Active since 1994, Brian McBride and Adam Wiltzie are Stars of the Lid. “When you’re trying to pay homage to the sounds of your refrigerator, there‘s no need for vocals,” McBride said at www.scaruffi.com. “Most of the time, music expresses feelings or emotions we can’t express with words. Music is affective, it‘s more than just an opinion you have. Opting out of words is part of that strategy. Making music is a process of giving back. Trying to pay homage to the beauty of sound that surrounds us.”

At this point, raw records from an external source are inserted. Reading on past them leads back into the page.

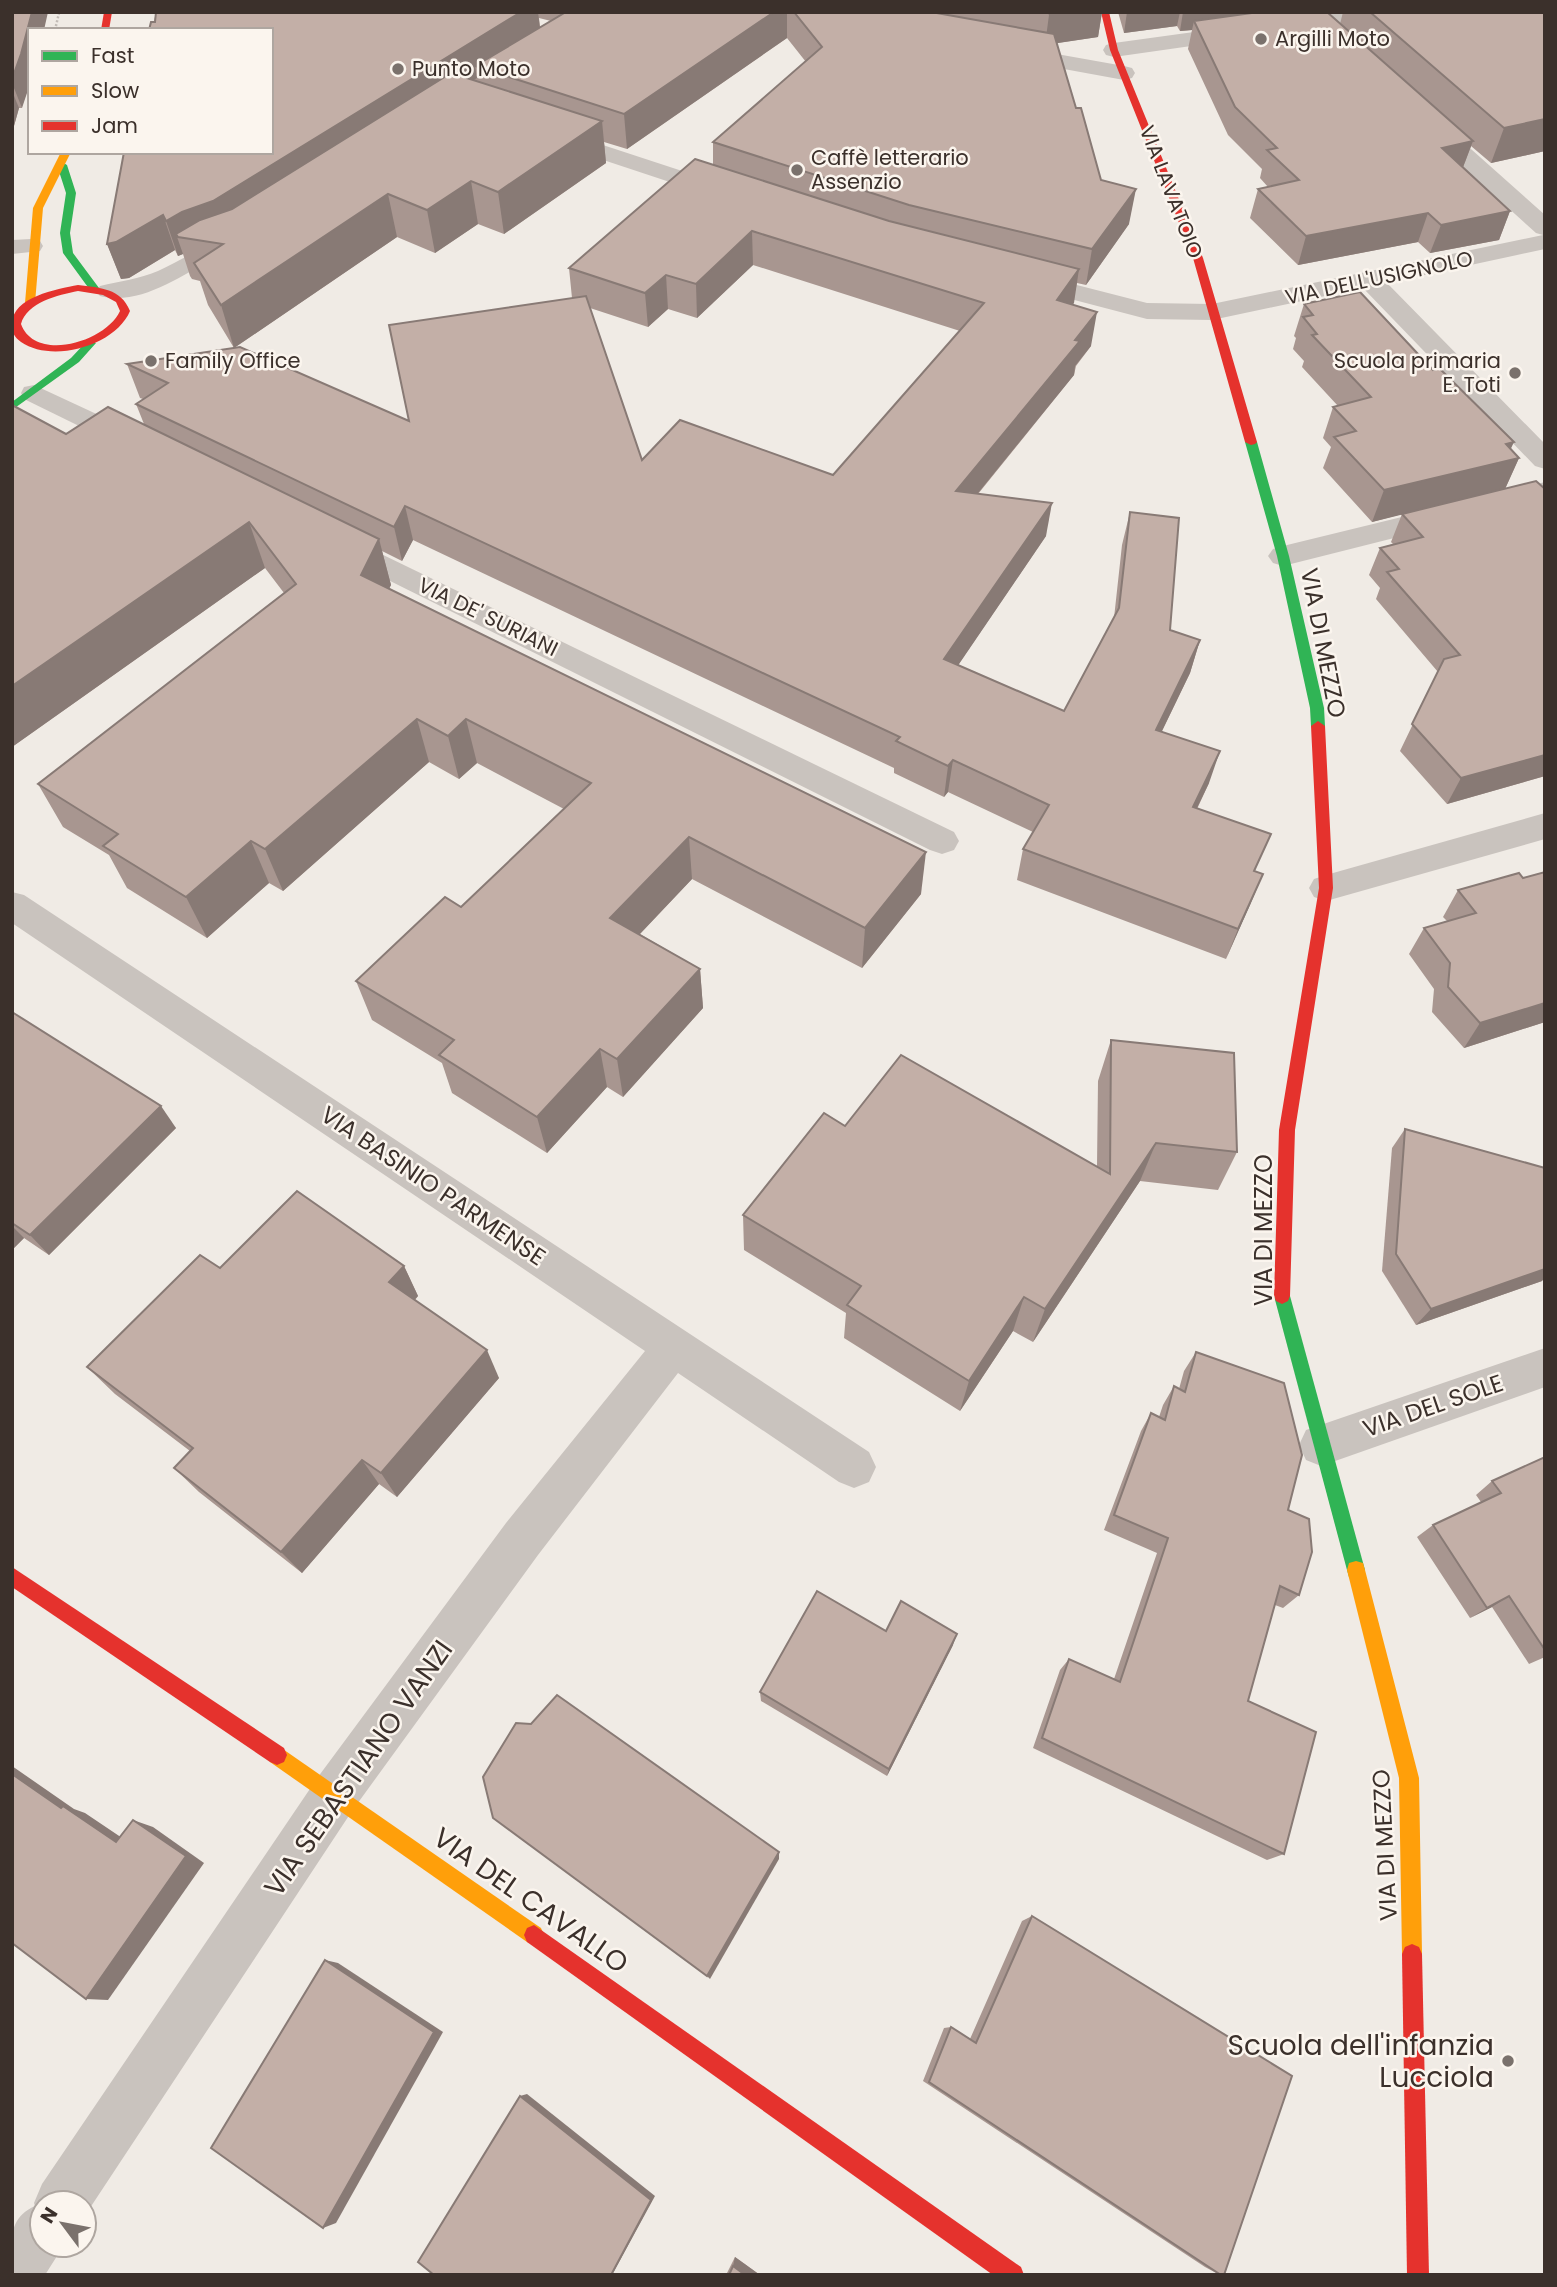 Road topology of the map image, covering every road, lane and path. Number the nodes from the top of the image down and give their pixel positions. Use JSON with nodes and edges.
{"nodes":[{"id":1,"x":1105,"y":12,"type":"edge"},
{"id":2,"x":1387,"y":12,"type":"edge"},
{"id":3,"x":1316,"y":22,"type":"junction"},
{"id":4,"x":1336,"y":41,"type":"edge"},
{"id":5,"x":989,"y":49,"type":"edge"},
{"id":6,"x":1114,"y":50,"type":"junction"},
{"id":7,"x":1124,"y":73,"type":"junction"},
{"id":8,"x":1409,"y":106,"type":"edge"},
{"id":9,"x":537,"y":130,"type":"edge"},
{"id":10,"x":64,"y":159,"type":"edge"},
{"id":11,"x":748,"y":201,"type":"edge"},
{"id":12,"x":1545,"y":228,"type":"edge"},
{"id":13,"x":256,"y":230,"type":"edge"},
{"id":14,"x":1545,"y":242,"type":"edge"},
{"id":15,"x":234,"y":244,"type":"junction"},
{"id":16,"x":22,"y":247,"type":"edge"},
{"id":17,"x":1002,"y":274,"type":"edge"},
{"id":18,"x":1370,"y":280,"type":"junction"},
{"id":19,"x":101,"y":289,"type":"junction"},
{"id":20,"x":30,"y":303,"type":"junction"},
{"id":21,"x":1212,"y":312,"type":"junction"},
{"id":22,"x":119,"y":326,"type":"junction"},
{"id":23,"x":16,"y":342,"type":"edge"},
{"id":24,"x":91,"y":343,"type":"junction"},
{"id":25,"x":23,"y":400,"type":"edge"},
{"id":26,"x":164,"y":457,"type":"edge"},
{"id":27,"x":1545,"y":460,"type":"edge"},
{"id":28,"x":1545,"y":491,"type":"edge"},
{"id":29,"x":314,"y":531,"type":"edge"},
{"id":30,"x":1283,"y":556,"type":"junction"},
{"id":31,"x":1545,"y":826,"type":"edge"},
{"id":32,"x":942,"y":841,"type":"dead end"},
{"id":33,"x":1326,"y":888,"type":"junction"},
{"id":34,"x":12,"y":905,"type":"edge"},
{"id":35,"x":674,"y":1346,"type":"junction"},
{"id":36,"x":1545,"y":1367,"type":"edge"},
{"id":37,"x":1321,"y":1445,"type":"junction"},
{"id":38,"x":854,"y":1467,"type":"dead end"},
{"id":39,"x":12,"y":1576,"type":"edge"},
{"id":40,"x":335,"y":1794,"type":"junction"},
{"id":41,"x":70,"y":2189,"type":"edge"},
{"id":42,"x":28,"y":2252,"type":"edge"},
{"id":43,"x":12,"y":2275,"type":"edge"},
{"id":44,"x":1013,"y":2275,"type":"edge"},
{"id":45,"x":1418,"y":2275,"type":"edge"}],
"edges":[{"from":1,"to":6,"type":"street","name":"VIA LAVATOIO"},
{"from":2,"to":3,"type":"street"},
{"from":3,"to":4,"type":"street"},
{"from":3,"to":6,"type":"street"},
{"from":5,"to":7,"type":"street"},
{"from":6,"to":7,"type":"street","name":"VIA LAVATOIO"},
{"from":7,"to":21,"type":"street","name":"VIA LAVATOIO"},
{"from":8,"to":12,"type":"street"},
{"from":9,"to":11,"type":"street"},
{"from":10,"to":16,"type":"street"},
{"from":10,"to":19,"type":"street"},
{"from":13,"to":15,"type":"street"},
{"from":14,"to":18,"type":"street","name":"VIA DELL'USIGNOLO"},
{"from":15,"to":19,"type":"street"},
{"from":15,"to":22,"type":"street"},
{"from":16,"to":20,"type":"street"},
{"from":17,"to":21,"type":"street","name":"VIA DELL'USIGNOLO"},
{"from":18,"to":21,"type":"street","name":"VIA DELL'USIGNOLO"},
{"from":18,"to":27,"type":"street"},
{"from":19,"to":20,"type":"street"},
{"from":19,"to":22,"type":"street"},
{"from":20,"to":23,"type":"street"},
{"from":21,"to":30,"type":"street","name":"VIA DI MEZZO"},
{"from":22,"to":24,"type":"street"},
{"from":23,"to":24,"type":"street"},
{"from":24,"to":25,"type":"street"},
{"from":25,"to":26,"type":"street"},
{"from":28,"to":30,"type":"street"},
{"from":29,"to":32,"type":"street","name":"VIA DE' SURIANI"},
{"from":30,"to":33,"type":"street","name":"VIA DI MEZZO"},
{"from":31,"to":33,"type":"street"},
{"from":33,"to":37,"type":"street","name":"VIA DI MEZZO"},
{"from":34,"to":35,"type":"street","name":"VIA BASINIO PARMENSE"},
{"from":35,"to":38,"type":"street","name":"VIA BASINIO PARMENSE"},
{"from":35,"to":40,"type":"street","name":"VIA SEBASTIANO VANZI"},
{"from":36,"to":37,"type":"street","name":"VIA DEL SOLE"},
{"from":37,"to":45,"type":"street","name":"VIA DI MEZZO"},
{"from":39,"to":40,"type":"street","name":"VIA DEL CAVALLO"},
{"from":40,"to":41,"type":"street","name":"VIA SEBASTIANO VANZI"},
{"from":40,"to":44,"type":"street","name":"VIA DEL CAVALLO"},
{"from":42,"to":43,"type":"street"}]}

The duo’s specialty is heavily processed guitars that sound like nighttime crickets playing violins instead of their legs, or church organs torn apart like pulled saltwater taffy, or foghorns warning of the edge of the world, or the Doppler effect in a black hole where time and space have stopped. The Tired Sounds of . . . is a triple LP or double CD of such drones, six “suites” about trying to be closer to God or, more accurately, smoking dope and then trying to be God. The sound is structured, yes, but it‘s hard to make out the exact shape as it’s endlessly receding, always rising up, blurring into focus. Strings, organ and tubular bells blend in with the guitar to lend the sound more heft; shuffling dishes, piano, whimpering dogs and more worldly sounds add depth.

Wiltzie‘s explanation of their music at croutonmusic.com is best: “I really don’t think of it any other way other than it fills a great void in my life, and makes me happy . . . All I can really hope for my listeners is that I held up my end of the bargain by supplying them some good quality pass-out material.”

Creeley again: “Games are always most interesting when the materials they require are simple — cat‘s cradle, hopscotch — and the patterns an endlessly informing repetition.” The essential.

You’d think these records were on opposite ends of the sonic register. One all words; one all music. But it‘s not true. They are the same.